Pour mémoire, le certificat d’urbanisme est un document délivré par la commune qui dresse l’état des lieux d’un terrain. A ce titre, il indique les dispositions d’urbanisme, limitations administratives au droit de propriété et les taxes et participations d’urbanisme applicables au terrain concerné.
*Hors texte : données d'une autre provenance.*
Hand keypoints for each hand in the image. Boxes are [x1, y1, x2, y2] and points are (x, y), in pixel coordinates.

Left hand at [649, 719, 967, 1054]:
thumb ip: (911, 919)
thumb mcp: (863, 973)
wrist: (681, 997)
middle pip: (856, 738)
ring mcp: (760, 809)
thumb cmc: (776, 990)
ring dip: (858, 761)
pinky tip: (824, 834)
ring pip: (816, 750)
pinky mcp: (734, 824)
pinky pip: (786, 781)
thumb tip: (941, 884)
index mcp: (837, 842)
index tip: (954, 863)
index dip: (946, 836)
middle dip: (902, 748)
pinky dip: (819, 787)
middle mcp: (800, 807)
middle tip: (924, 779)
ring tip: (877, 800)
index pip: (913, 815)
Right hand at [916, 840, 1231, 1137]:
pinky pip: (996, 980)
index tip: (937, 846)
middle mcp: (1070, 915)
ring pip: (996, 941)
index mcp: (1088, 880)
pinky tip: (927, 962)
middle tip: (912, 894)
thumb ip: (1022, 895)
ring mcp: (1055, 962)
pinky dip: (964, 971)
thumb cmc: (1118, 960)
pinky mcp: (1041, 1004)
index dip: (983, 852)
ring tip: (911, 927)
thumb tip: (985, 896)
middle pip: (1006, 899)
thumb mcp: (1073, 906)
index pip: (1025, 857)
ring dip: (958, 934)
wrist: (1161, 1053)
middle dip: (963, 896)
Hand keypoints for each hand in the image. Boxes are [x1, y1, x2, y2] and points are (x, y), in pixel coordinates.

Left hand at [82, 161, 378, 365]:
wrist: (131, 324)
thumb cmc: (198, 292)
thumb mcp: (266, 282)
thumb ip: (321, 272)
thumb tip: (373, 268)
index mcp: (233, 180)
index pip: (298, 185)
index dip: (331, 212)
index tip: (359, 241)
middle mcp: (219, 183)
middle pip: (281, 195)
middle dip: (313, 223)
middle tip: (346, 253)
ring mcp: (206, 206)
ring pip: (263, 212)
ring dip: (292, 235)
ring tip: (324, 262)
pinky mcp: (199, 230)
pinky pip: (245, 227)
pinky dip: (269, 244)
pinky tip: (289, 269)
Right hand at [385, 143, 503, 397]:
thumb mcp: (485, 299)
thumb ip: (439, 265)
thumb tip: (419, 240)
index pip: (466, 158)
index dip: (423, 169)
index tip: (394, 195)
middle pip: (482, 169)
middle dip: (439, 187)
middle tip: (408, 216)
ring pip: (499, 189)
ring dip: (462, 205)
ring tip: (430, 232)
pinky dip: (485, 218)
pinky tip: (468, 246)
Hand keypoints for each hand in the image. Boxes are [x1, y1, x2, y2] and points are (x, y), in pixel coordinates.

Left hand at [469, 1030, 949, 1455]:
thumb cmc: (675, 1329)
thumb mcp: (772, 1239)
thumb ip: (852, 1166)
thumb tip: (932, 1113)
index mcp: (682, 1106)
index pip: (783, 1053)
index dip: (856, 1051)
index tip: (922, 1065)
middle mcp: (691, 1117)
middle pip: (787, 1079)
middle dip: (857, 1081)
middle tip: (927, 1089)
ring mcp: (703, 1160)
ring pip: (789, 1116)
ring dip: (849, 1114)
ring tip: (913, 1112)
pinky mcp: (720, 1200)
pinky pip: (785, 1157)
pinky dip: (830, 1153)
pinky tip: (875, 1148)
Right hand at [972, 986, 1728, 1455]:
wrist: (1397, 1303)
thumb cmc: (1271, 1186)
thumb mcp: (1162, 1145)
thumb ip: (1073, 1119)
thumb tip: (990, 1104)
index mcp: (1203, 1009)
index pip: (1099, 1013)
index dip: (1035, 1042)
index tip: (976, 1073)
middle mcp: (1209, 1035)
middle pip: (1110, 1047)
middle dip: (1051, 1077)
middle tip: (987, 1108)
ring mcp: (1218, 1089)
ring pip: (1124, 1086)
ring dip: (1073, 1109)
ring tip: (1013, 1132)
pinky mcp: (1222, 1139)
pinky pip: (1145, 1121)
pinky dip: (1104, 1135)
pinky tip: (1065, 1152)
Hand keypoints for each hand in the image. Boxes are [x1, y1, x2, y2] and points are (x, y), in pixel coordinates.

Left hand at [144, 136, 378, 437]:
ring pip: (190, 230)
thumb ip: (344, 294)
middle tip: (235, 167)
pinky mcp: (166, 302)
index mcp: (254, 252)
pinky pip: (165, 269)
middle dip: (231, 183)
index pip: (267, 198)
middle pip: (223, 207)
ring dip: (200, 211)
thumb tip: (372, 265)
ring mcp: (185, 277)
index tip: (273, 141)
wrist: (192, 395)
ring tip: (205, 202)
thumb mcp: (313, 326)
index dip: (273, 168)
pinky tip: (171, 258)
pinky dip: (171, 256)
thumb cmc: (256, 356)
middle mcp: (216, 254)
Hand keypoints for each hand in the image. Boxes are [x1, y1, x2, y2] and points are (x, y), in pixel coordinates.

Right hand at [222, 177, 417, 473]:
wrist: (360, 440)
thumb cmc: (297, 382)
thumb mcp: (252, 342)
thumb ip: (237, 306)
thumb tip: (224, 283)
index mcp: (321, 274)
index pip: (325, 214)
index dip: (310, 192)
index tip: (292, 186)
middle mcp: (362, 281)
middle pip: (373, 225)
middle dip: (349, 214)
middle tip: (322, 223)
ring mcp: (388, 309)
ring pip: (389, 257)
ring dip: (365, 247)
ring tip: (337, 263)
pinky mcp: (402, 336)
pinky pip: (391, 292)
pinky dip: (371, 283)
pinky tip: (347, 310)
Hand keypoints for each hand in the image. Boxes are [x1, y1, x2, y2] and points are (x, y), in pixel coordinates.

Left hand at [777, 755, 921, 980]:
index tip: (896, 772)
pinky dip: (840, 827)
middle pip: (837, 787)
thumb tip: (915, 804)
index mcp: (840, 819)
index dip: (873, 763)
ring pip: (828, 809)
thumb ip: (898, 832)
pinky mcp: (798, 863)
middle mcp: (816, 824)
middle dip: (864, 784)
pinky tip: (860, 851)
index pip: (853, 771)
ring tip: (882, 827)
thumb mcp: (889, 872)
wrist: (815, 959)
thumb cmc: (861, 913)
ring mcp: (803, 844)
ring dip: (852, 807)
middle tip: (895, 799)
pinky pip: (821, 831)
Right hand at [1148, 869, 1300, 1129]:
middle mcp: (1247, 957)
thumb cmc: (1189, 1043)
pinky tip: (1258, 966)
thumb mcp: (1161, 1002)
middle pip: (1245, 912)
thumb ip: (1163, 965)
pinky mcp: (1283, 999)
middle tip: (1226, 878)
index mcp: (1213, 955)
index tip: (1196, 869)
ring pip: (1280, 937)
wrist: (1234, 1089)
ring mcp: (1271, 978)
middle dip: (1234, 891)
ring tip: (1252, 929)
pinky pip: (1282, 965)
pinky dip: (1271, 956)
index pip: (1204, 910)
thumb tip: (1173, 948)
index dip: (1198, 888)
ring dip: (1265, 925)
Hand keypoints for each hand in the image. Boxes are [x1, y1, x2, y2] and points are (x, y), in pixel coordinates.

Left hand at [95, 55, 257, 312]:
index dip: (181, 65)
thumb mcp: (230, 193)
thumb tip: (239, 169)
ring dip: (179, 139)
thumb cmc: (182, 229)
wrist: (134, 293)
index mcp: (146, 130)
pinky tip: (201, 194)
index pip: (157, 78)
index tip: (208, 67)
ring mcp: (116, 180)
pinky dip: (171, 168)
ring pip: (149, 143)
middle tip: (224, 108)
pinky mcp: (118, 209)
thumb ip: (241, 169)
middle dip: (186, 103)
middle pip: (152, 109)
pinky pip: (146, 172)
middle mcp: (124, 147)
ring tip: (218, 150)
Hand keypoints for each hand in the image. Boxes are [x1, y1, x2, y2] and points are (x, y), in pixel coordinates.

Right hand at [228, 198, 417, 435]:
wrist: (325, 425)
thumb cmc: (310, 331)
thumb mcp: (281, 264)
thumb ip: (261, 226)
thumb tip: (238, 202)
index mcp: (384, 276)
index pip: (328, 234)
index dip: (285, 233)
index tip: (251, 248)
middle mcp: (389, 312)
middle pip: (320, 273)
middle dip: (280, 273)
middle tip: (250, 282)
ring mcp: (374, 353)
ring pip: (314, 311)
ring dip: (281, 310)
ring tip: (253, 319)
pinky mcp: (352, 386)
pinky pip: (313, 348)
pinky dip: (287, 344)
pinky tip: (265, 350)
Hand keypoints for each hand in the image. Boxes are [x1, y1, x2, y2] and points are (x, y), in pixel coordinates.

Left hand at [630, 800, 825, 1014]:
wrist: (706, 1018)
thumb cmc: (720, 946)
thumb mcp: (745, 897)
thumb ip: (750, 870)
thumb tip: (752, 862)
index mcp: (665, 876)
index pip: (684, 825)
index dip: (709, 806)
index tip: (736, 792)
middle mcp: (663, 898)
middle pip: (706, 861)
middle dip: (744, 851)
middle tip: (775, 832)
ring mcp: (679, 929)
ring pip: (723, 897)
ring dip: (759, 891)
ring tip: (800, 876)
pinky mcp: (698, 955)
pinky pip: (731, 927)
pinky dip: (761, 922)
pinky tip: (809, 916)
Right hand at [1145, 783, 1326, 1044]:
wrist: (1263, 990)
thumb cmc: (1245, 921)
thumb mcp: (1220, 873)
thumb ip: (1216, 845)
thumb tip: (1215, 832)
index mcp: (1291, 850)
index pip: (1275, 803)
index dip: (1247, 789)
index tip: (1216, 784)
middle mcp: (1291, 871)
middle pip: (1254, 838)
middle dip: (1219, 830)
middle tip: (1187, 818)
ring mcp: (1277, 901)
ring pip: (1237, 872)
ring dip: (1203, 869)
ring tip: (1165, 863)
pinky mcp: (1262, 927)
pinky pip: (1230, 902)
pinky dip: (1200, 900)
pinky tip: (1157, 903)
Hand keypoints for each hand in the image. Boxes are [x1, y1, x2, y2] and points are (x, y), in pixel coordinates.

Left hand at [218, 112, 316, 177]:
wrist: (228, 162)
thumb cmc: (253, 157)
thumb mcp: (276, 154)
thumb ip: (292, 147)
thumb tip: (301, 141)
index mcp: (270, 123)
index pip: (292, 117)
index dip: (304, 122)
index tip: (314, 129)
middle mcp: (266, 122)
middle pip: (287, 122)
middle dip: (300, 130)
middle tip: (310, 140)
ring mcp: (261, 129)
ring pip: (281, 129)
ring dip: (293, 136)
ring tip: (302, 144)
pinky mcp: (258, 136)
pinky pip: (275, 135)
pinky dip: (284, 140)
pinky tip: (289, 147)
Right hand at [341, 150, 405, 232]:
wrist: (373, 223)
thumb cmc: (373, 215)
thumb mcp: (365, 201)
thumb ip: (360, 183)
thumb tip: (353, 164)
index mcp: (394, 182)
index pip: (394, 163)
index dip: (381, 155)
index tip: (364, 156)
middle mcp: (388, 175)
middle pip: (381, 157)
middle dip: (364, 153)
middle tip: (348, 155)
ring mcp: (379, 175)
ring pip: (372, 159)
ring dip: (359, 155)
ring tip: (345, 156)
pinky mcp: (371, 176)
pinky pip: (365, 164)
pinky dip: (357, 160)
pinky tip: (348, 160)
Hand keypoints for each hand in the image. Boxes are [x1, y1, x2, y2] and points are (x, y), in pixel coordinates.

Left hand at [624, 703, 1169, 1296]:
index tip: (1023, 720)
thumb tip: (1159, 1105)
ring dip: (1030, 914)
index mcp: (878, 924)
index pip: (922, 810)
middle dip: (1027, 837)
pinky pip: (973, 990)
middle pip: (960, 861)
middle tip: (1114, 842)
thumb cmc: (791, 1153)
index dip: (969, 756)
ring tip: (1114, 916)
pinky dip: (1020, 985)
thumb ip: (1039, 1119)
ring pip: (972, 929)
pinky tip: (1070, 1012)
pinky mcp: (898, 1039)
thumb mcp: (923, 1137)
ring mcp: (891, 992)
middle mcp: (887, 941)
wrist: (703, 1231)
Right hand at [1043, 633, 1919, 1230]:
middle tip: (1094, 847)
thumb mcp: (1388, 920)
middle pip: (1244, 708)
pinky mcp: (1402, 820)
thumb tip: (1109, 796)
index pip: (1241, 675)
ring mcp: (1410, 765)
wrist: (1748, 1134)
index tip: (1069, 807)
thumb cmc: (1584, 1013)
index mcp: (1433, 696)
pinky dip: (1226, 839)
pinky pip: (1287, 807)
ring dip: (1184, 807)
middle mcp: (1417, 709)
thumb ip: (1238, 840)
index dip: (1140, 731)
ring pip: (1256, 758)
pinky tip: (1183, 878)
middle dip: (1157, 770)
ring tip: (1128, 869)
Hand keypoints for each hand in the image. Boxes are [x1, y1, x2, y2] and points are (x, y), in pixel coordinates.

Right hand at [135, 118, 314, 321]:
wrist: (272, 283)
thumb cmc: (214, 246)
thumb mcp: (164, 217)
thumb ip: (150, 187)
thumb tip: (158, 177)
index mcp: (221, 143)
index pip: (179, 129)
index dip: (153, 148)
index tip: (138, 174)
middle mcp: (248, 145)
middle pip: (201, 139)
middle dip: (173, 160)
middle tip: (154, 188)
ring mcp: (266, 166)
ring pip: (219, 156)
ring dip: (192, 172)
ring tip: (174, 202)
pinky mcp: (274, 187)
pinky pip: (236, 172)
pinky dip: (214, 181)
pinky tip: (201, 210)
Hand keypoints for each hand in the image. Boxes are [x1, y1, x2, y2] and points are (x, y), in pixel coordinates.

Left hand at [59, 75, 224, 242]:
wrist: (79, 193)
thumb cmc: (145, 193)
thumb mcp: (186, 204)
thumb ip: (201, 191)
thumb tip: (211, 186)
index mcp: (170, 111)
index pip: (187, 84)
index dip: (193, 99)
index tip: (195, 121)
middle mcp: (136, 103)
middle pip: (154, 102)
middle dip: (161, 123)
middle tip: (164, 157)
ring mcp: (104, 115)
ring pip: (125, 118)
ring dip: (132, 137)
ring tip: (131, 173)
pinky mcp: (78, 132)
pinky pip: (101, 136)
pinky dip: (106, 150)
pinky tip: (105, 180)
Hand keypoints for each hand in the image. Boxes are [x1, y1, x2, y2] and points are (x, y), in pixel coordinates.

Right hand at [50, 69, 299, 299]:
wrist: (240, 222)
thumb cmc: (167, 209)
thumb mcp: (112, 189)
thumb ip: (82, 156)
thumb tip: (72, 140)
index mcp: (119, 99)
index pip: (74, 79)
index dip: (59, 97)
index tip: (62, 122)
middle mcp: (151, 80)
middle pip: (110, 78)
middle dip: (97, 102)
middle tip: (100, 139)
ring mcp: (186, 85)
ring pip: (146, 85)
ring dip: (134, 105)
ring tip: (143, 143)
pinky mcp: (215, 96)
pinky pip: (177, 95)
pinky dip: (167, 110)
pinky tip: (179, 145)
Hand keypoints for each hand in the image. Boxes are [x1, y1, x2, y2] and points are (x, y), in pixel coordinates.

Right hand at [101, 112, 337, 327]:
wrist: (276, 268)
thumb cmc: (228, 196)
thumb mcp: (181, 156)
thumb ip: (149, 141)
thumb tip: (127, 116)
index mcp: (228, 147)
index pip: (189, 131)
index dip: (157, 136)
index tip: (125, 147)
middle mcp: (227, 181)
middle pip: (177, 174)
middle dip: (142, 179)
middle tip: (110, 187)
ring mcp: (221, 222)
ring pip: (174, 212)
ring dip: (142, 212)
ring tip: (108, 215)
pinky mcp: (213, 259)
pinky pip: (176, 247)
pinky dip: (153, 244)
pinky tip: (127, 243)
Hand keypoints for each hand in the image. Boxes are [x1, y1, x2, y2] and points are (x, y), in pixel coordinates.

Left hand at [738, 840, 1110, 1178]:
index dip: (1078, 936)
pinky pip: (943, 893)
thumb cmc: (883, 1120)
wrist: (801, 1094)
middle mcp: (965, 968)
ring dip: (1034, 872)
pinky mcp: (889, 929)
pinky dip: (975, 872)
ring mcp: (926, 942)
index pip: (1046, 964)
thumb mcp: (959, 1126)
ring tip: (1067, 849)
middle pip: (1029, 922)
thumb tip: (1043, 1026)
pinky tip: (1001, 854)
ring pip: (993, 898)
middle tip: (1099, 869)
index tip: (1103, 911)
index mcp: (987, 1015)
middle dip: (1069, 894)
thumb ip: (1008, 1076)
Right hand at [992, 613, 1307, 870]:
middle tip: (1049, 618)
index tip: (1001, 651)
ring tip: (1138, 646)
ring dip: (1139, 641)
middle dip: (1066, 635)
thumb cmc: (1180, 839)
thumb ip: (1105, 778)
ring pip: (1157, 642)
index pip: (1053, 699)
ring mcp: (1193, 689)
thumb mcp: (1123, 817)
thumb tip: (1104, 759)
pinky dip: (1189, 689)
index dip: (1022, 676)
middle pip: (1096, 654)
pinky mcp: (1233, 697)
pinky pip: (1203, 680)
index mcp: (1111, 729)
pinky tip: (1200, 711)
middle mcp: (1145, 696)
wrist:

Et surtout, il signale lorsque la demande concerne une opération particulière, si celle-ci est réalisable sur ce terrain (article L. 410-1 du code de l’urbanisme).
Or, la jurisprudence retient à propos des certificats d’urbanisme qu’« eu égard aux effets qu'ils sont susceptibles d'avoir pour leurs destinataires et pour les tiers intéressés, les certificats d'urbanisme (…) doivent être regardés, que la demande à laquelle ils répondent ait ou non précisé une opération particulière, comme des décisions administratives susceptibles de faire l'objet d'un recours pour excès de pouvoir. » (Conseil d'État, 1ère et 6ème sous-sections réunies, 06/06/2012, M. et Mme Vidal, n°329123).
Un tel certificat d’urbanisme opérationnel, lorsqu’il indique que le projet est réalisable, confère à son bénéficiaire la garantie qu’il obtiendra le permis de construire correspondant (sous réserve de questions de sécurité et salubrité publiques et des conditions éventuelles du certificat).
Cette différence avec le certificat de projet permet donc d’expliquer pourquoi les tiers se trouvent dans l’incapacité de le contester devant le juge administratif.
Au surplus, il convient de souligner que la décision commentée concerne le certificat de projet délivré à titre expérimental sur le fondement de l’ordonnance de 2014 précitée, applicable jusqu’au 31 mars 2017. Depuis, le certificat de projet a été intégré au code de l’environnement aux articles L. 181-6 et R. 181-4. Il est d’ailleurs intéressant de noter que l’effet cristallisant du certificat n’existe plus dans cette nouvelle version.
A-F.G.
Sources :
- Ordonnance n° 2014-356 du 20 mars 2014 relative à l’expérimentation d’un certificat de projet (JORF n°0068 du 21 mars 2014 page 5628) ;
- CAA Bordeaux, - 1ère chambre - 27 décembre 2018 - Association de défense du Val de la Dronne et de la Double et autres, n°17BX00034 ;
- Article L. 410-1 du code de l’urbanisme ;
- Conseil d'État, 1ère et 6ème sous-sections réunies, 06/06/2012, M. et Mme Vidal, n°329123 ;
- Articles L. 181-6 et R. 181-4 du code de l’environnement.